# husband died suddenly four months ago



## jazzgal65 (Sep 27, 2012)

Hello, my husband died suddenly of cardiac arrest (he was only 64) a few months ago. We live in Southern Mexico and our visas will need to be renewed in February. My husband had a retirement FM3 and myself and my children were under him. I have no clue how to go about renewal at this point. Do I need to start over with totally new information (my income has increased slightly since his death so income should not be an issue.) Also, we will be in the States when it is time for renewal so I hoped to be able to do this soon. Are we able to renew in December for a visas that expire in February? I have all of our orignial paperwork that we used to obtain our FM3s but I do not know how to go about starting over again without my husband. Any advice? also, I am fairly certain that my children and I will not be remaining in Mexico perminantly. However, I think we will need more time to move back than a six month visa would give us. Hope someone can give us some helpful information. thank you! Rachel Moore

PS. I am not retirement age so I'm not certain how that will effect new visas. It's all so complex and difficult to face right now.


----------



## mickisue1 (Mar 10, 2012)

jazzgal65 said:


> Hello, my husband died suddenly of cardiac arrest (he was only 64) a few months ago. We live in Southern Mexico and our visas will need to be renewed in February. My husband had a retirement FM3 and myself and my children were under him. I have no clue how to go about renewal at this point. Do I need to start over with totally new information (my income has increased slightly since his death so income should not be an issue.) Also, we will be in the States when it is time for renewal so I hoped to be able to do this soon. Are we able to renew in December for a visas that expire in February? I have all of our orignial paperwork that we used to obtain our FM3s but I do not know how to go about starting over again without my husband. Any advice? also, I am fairly certain that my children and I will not be remaining in Mexico perminantly. However, I think we will need more time to move back than a six month visa would give us. Hope someone can give us some helpful information. thank you! Rachel Moore
> 
> PS. I am not retirement age so I'm not certain how that will effect new visas. It's all so complex and difficult to face right now.
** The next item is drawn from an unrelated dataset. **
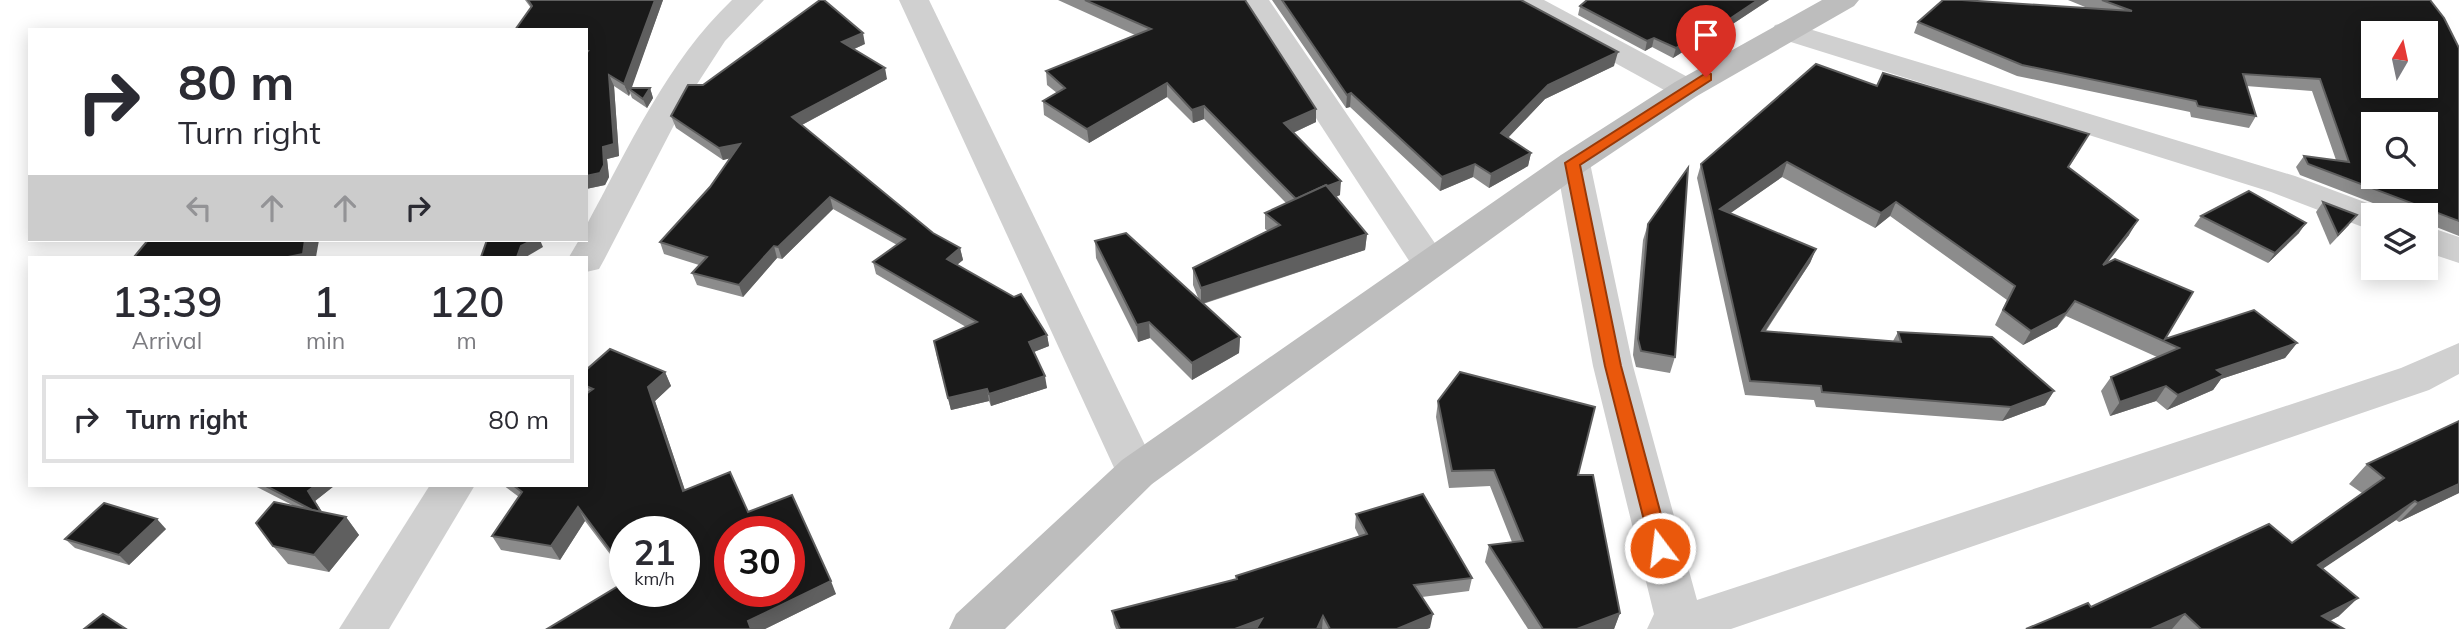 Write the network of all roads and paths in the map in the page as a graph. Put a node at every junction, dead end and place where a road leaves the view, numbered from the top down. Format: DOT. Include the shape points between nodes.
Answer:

I'm so sorry for your loss.

Your best bet, with the laws in flux, and your own challenges doing this whole thing for the first time alone, may be to ask around for recommendations for a good notario who can walk you through the process.


----------



## Isla Verde (Oct 19, 2011)

mickisue1 said:


> I'm so sorry for your loss.
> 
> Your best bet, with the laws in flux, and your own challenges doing this whole thing for the first time alone, may be to ask around for recommendations for a good notario who can walk you through the process.


I recommend an immigration lawyer, whether or not he or she is also a _notario_.


----------



## sparks (Jun 17, 2007)

Depending on where you are in southern Mexico you might look for a message board for that area. People there should be able to recommend an immigration lawyer or facilitator that is really studied up on the new rules. They can go with you to talk to immigration. Don't think a Notary spends much time with immigration issues


----------



## ValRomx (Nov 12, 2012)

A _notario_ is not a notary public as in the English-speaking world. They're lawyers.


----------



## circle110 (Jul 20, 2009)

ValRomx said:


> A _notario_ is not a notary public as in the English-speaking world. They're lawyers.


Yes they are lawyers but they rarely, if ever, deal with immigration.

jazzgal65, I am sorry for your loss.

Your age will not affect the visa process. You can qualify for a rentista (retirement) visa at any age. I have one and I am well shy of retirement age.

It isn't clear from your post if you are currently in Mexico or not. If you are, I would go to your local INM office and ask them what you need to provide. If your Spanish is good enough you will be able to arrange everything by yourself. 

If you can show sufficient income for you and your children, as you suggest in your post, the process should not be that difficult. If you can't speak enough Spanish, or don't want to handle it yourself, you could hire a facilitator to assist you - they will charge less than a lawyer. I don't know that your situation is complex enough to hire an immigration lawyer.


----------